The service has previously trialled restrictions on password sharing with verification codes and is currently testing a new feature in Chile, Costa Rica and Peru where subscribers can add up to two cheaper sub-accounts for people outside of their homes.
In a video message regarding the shareholders' announcement last month, Netflix chief operating officer Greg Peters clarified the company's new position on the practice saying: “If you’ve got a sister that’s living in a different city, you want to share Netflix with her, that’s great; we’re not trying to shut down that sharing. But we’re going to ask you to pay a bit more to be able to share with her, so she gets the benefit and the value of the service, but we also get the value of the revenue associated with that viewing.” But he also implied that any global rollout of more stringent account sharing protocols would be some way off: “Just to set your expectations, my belief is that we’re going to go through a year or so of iterating and then deploying all of that".
That "year or so" now seems to be rapidly curtailed – in its most recent note to employees, the company said that the ad-supported tier due before the start of 2023 would be introduced “in tandem with our broader plans to charge for sharing”. Seeming to acknowledge that the goalposts had now changed, the note also said: “Yes, it’s fast and ambitious, and it will require some trade-offs”.
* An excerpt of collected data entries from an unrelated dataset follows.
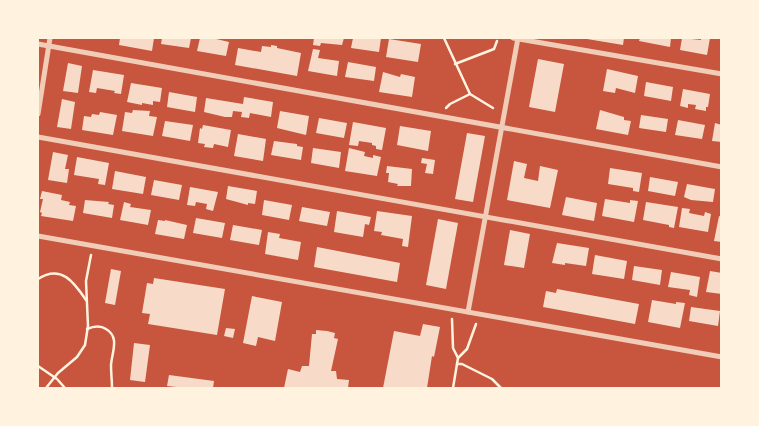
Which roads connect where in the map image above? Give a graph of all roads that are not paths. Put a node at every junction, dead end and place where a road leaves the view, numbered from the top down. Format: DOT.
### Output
graph roads {
  1 [pos="50,38"];
  2 [pos="516,38"];
  3 [pos="38,44"];
  4 [pos="49,46"];
  5 [pos="722,74"];
  6 [pos="38,114"];
  7 [pos="502,129"];
  8 [pos="38,138"];
  9 [pos="722,167"];
  10 [pos="485,217"];
  11 [pos="38,236"];
  12 [pos="722,259"];
  13 [pos="468,312"];
  14 [pos="722,357"];
  1 -- 4 [label="street"];
  2 -- 5 [label="street"];
  2 -- 7 [label="street"];
  3 -- 4 [label="street"];
  4 -- 6 [label="street"];
  4 -- 7 [label="street"];
  7 -- 9 [label="street"];
  7 -- 10 [label="street"];
  8 -- 10 [label="street"];
  10 -- 12 [label="street"];
  10 -- 13 [label="street"];
  11 -- 13 [label="street"];
  13 -- 14 [label="street"];
}
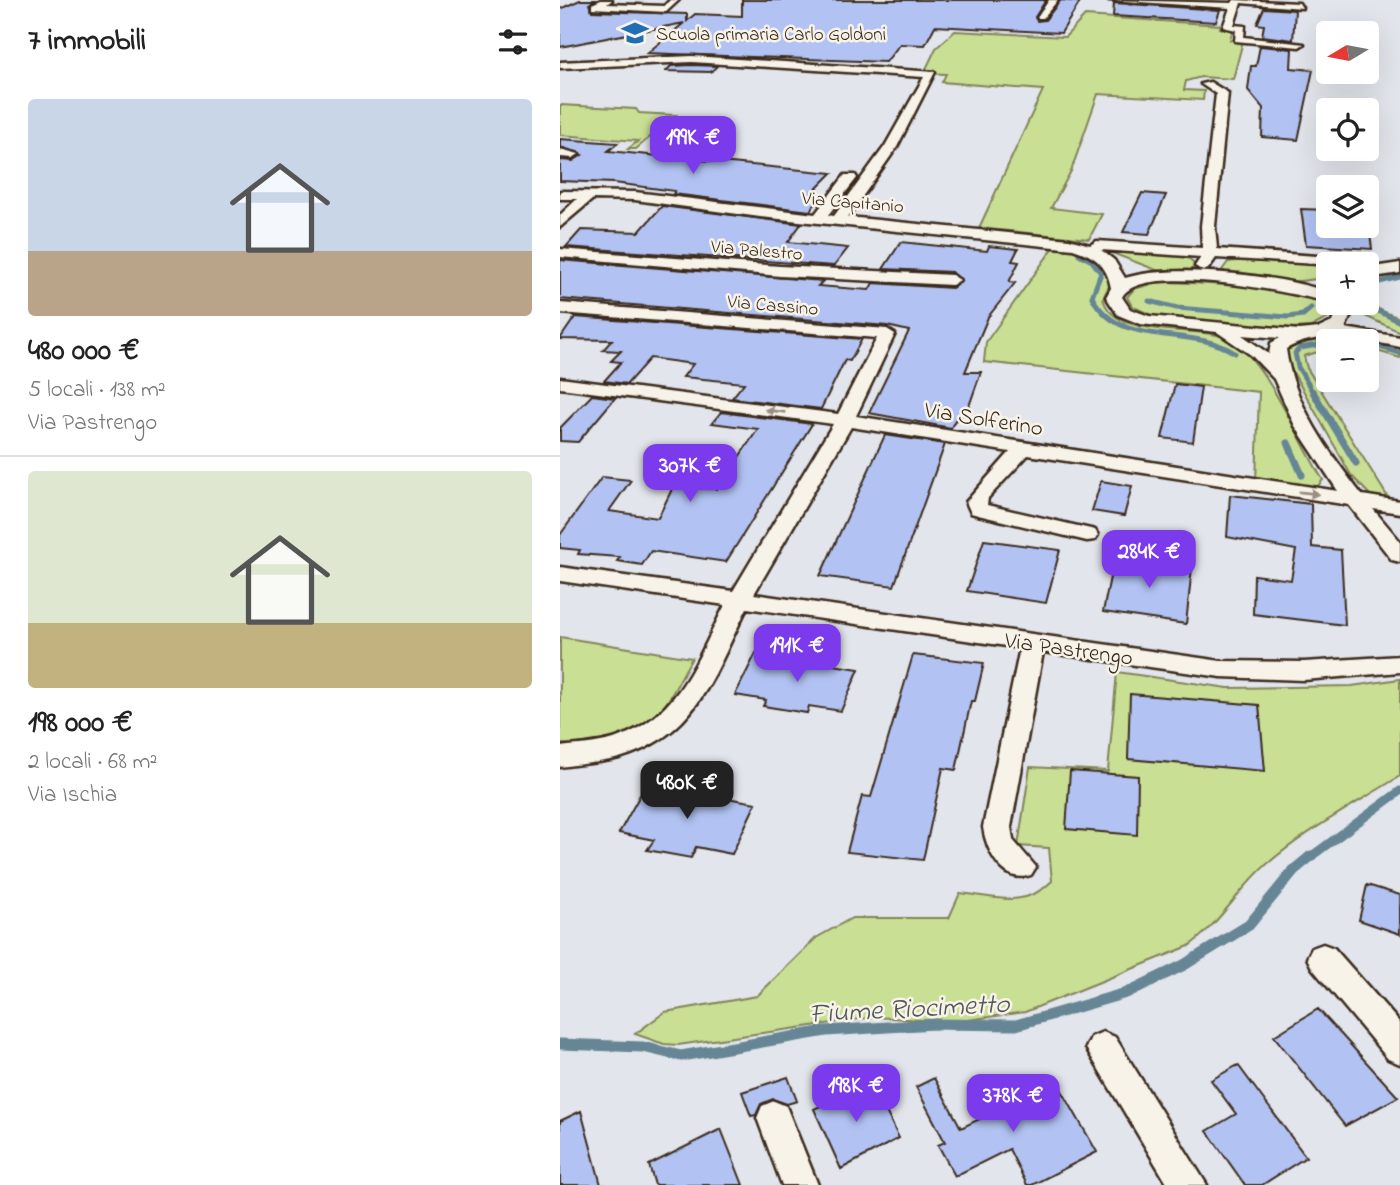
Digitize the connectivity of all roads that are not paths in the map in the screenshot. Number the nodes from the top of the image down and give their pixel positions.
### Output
1 (608, 0) edge
2 (675, 0) edge
3 (1054, 0) edge
4 (1113, 0) edge
5 (1236, 3) edge
6 (1299, 6) dead end
7 (1041, 16) dead end
8 (1299, 44) dead end
9 (560, 65) edge
10 (1206, 84) dead end
11 (850, 178) dead end
12 (591, 194) junction
13 (560, 195) edge
14 (818, 219) junction
15 (838, 220) junction
16 (560, 223) edge
17 (1069, 243) joint
18 (1097, 245) dead end
19 (560, 253) edge
20 (1209, 258) junction
21 (1316, 262) edge
22 (1400, 268) edge
23 (1379, 271) edge
24 (1178, 278) junction
25 (952, 280) dead end
26 (1234, 282) junction
27 (1316, 282) edge
28 (1291, 286) junction
29 (1119, 288) junction
30 (1316, 295) edge
31 (560, 308) edge
32 (1340, 315) edge
33 (1357, 315) edge
34 (1214, 328) junction
35 (1329, 329) edge
36 (1316, 334) edge
37 (1299, 335) junction
38 (1379, 337) edge
39 (1400, 340) edge
40 (1279, 375) junction
41 (560, 383) edge
42 (843, 420) junction
43 (1023, 449) junction
44 (1352, 498) junction
45 (1400, 507) edge
46 (1087, 535) dead end
47 (1400, 555) edge
48 (560, 574) edge
49 (739, 601) junction
50 (1033, 643) junction
51 (1400, 664) edge
52 (560, 757) edge
53 (1021, 867) dead end
54 (1323, 958) dead end
55 (1103, 1048) dead end
56 (1400, 1048) edge
57 (774, 1118) dead end
58 (800, 1185) edge
59 (1189, 1185) edge

1 - 2 street
3 - 7 street
4 - 5 street
5 - 6 street
5 - 8 street
9 - 15 street
10 - 20 street
11 - 14 street
12 - 13 street, Via Capitanio
12 - 14 street, Via Capitanio
12 - 16 street
14 - 15 street, Via Capitanio
15 - 17 street, Via Capitanio
17 - 29 street, Via Capitanio
18 - 20 street
19 - 25 street, Via Palestro
20 - 21 street
20 - 24 street
20 - 26 street
22 - 23 street
24 - 26 street
24 - 29 street
26 - 28 street
27 - 28 street
28 - 30 street
29 - 34 street, Via Capitanio
31 - 42 street, Via Cassino
32 - 35 street
33 - 39 street
34 - 37 street
34 - 40 street
36 - 37 street
37 - 40 street
38 - 39 street
40 - 44 street
42 -> 41 street, Via Solferino
42 - 43 street, Via Solferino
42 - 49 street
43 -> 44 street, Via Solferino
43 - 46 street
44 - 45 street, Via Solferino
44 - 47 street
48 - 49 street, Via Pastrengo
49 - 50 street, Via Pastrengo
49 - 52 street
50 - 51 street, Via Pastrengo
50 - 53 street
54 - 56 street
55 - 59 street
57 - 58 street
Previously, Netflix has always said adverts are not on the cards, but last month Hastings admitted that it was "pretty clear" that an ad-supported strategy was already working well for the competition, saying: "Those who have followed Netflix know that I've been against the complexity of advertising and a big fan of the simplicity of subscription. But, as much as I'm a fan of that, I'm a bigger fan of consumer choice."
Recently, streaming rival Disney confirmed that it's adding a new ad-supported subscription to its Disney+ streaming service in the US from late 2022 and is set to expand internationally in 2023. And, in the US, both HBO Max and Peacock also have ad-supported tiers that save customers $5 on their monthly fee, while the ad-supported version of Hulu (owned by Disney) is $6 cheaper than the top tier.
In its recent memo to employees, Netflix noted that HBO and Hulu have been able to “maintain strong brands while offering an ad-supported service”.
“Every major streaming company excluding Apple has or has announced an ad-supported service, for good reason, people want lower-priced options,” the memo says.